# My New "fixer upper" horse



## Chavez (May 18, 2009)

Well as i said i was going to a auction today and looking a trail horse..And as i was using the potty my boyfriend bought her and she is amazing. Her feet need to be done and she needs to gain some weight but she is great.. Sweetest little thing ever. She is a 10 year old ottb. She is 16.2. Now for a few questions they did not have papers for her but she has a lip tattoo can i use that to get some info about her or to get a new set of papers. I thought that her birth year would be in that tattoo. Is that true? She rode like a dream she was very calm has the nicest trot and low head set.she so willing to please. you can tell she been off the track for a few years if not many. Well here are some pictures of my new Mare. I have named her Noel! ooo and i paid only $200.00 for her:lol:


----------



## themacpack (Jul 16, 2009)

Congrats - she's a pretty girl! They have free tattoo research/look-up on the jockey club website. Just sign up, log in and choose "Tattoo Identification Service" from the left side menu. If her tattoo is not 100% clear, they now offer partial tattoo/marking look up as well in real time vs. having to submit a request, etc.


----------



## equus717 (Aug 20, 2009)

She is a little thin but she looks real nice. Glad you found one that you like. She does look really sweet in the pics.


----------



## Chavez (May 18, 2009)

Well my boyfriend said he had to get her cuz she was at $110 to a kill buyer and he could see the sadness and love in her eyes. She may not have the best confo but to me she the most amazing looking mare i have every laid eyes on. Love is truly blind. all she wanted to do was bury her head in my arm bit and relax once i got her home. She looks a lot worse weight wise in real life but this is now the second ottb we have taken in as a rescue. this is the first mare we took in. She is 5 and 15.2. The first two pictures are from when we first got her and seond 2 are from a month later.


----------



## HalfPass (Jun 12, 2009)

Aw!!! She looks so sweet!!!
I am not sure if it is the B-date or the tatoo date they use. I can ask my dad for you!
In the very first picture it looks like deep in her coat there will be some dappling. When you put some weight on her and get her healthy again.
I personally wouldn't ride her a lot at that weight.
I will send an e-mail to my dad and ask how you can go about dining out about the horse from the tatoo.
I do know that in Calif. they don't tatoo til just before the first race. Usually the day of or the day before. 
Half Pass.
PS.
So glad you saved her!


----------



## Chavez (May 18, 2009)

Thanks i love her. And i am not riding her other than two laps around the arena at the auction. She will have a great winter ahead of her to get healthy and she will start light work in the spring. I went up and gave her a bath today and she has whip scars on her hind quaters. it makes me so MAD.. I want to whip that guy and see how he likes it UGH


----------



## smrobs (Jul 30, 2008)

That's awesome that you rescued her. She is a very pretty girl (confo faults and all ). Since she is already broke, that is probably someone's baby that they took in and couldn't keep so she ended up at the auction. I can't wait to watch her progress and see what she looks like when she is healthy and has some meat on her bones.  Congrats!!!


----------



## CJ82Sky (Dec 19, 2008)

wow what a difference in the 2nd mare. so glad you were able to save another one. it's amazing how cheap horses are going for these days and at that price she was a kb horse for sure....so glad you were able to get her out of there and give her a great home. she looks absolutely lovely. good luck with her!

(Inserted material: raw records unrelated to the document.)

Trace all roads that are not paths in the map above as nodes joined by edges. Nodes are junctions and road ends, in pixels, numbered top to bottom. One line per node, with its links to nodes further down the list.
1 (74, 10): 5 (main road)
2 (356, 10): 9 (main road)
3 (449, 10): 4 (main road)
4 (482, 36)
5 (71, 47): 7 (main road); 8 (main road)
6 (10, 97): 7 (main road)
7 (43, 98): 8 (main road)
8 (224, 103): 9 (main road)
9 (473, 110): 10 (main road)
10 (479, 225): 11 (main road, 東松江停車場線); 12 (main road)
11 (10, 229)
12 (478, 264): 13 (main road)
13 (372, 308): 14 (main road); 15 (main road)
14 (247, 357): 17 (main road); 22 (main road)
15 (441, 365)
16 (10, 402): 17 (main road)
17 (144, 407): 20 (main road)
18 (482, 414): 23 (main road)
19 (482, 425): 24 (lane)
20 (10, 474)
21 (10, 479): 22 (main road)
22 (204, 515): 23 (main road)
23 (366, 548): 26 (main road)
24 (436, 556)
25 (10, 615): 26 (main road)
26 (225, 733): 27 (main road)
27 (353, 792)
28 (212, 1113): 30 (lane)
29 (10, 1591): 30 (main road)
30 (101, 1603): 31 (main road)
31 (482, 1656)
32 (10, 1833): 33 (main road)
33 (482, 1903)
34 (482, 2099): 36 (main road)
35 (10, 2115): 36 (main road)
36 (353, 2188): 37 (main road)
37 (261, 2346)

here's a link to info on the tattoos:
http://www.equinerescue.info/tattoos.txt
Other Services - The Jockey Club Information Systems


----------



## Chavez (May 18, 2009)

Yea it was crazy the same dealer brought in 10 horses and they were all in the same pen and he said for all the ten horses he got $1543. this was the pen my mare came from and there were some nice fat broke mares in that group. Some really nice horses and so cheap. And i know for a fact that 3 of them went to the same kill buyer that was bidding on my mare. Such a sad thing but at least i was able to save one


----------



## Jessabel (Mar 19, 2009)

The only thing that jumps out at me (besides being underweight) is her steep croup. Otherwise she has good, solid legs and an overall nice build. Once she gains weight and muscle, I bet she'll be gorgeous. I'd say she's a diamond in the rough. :wink: Good on you for getting her out of that kill pen.


----------



## PaintedHooves (Sep 29, 2008)

I am no good at critiquing but I just want to say she is beautiful and looks like a sweetie. I'm glad you saved her from the kill buyer. Please keep us updated with tons of pics.


----------



## mom2pride (May 5, 2009)

She's lovely, even though she is so thin!


----------



## Chavez (May 18, 2009)

Well she is fitting in well and loves the attention she has been getting. The vet is coming out friday for shots and check up and sat she getting hauled to have her feet done. I brushed her tonight and she almost fell asleep. She truely is lovin life


----------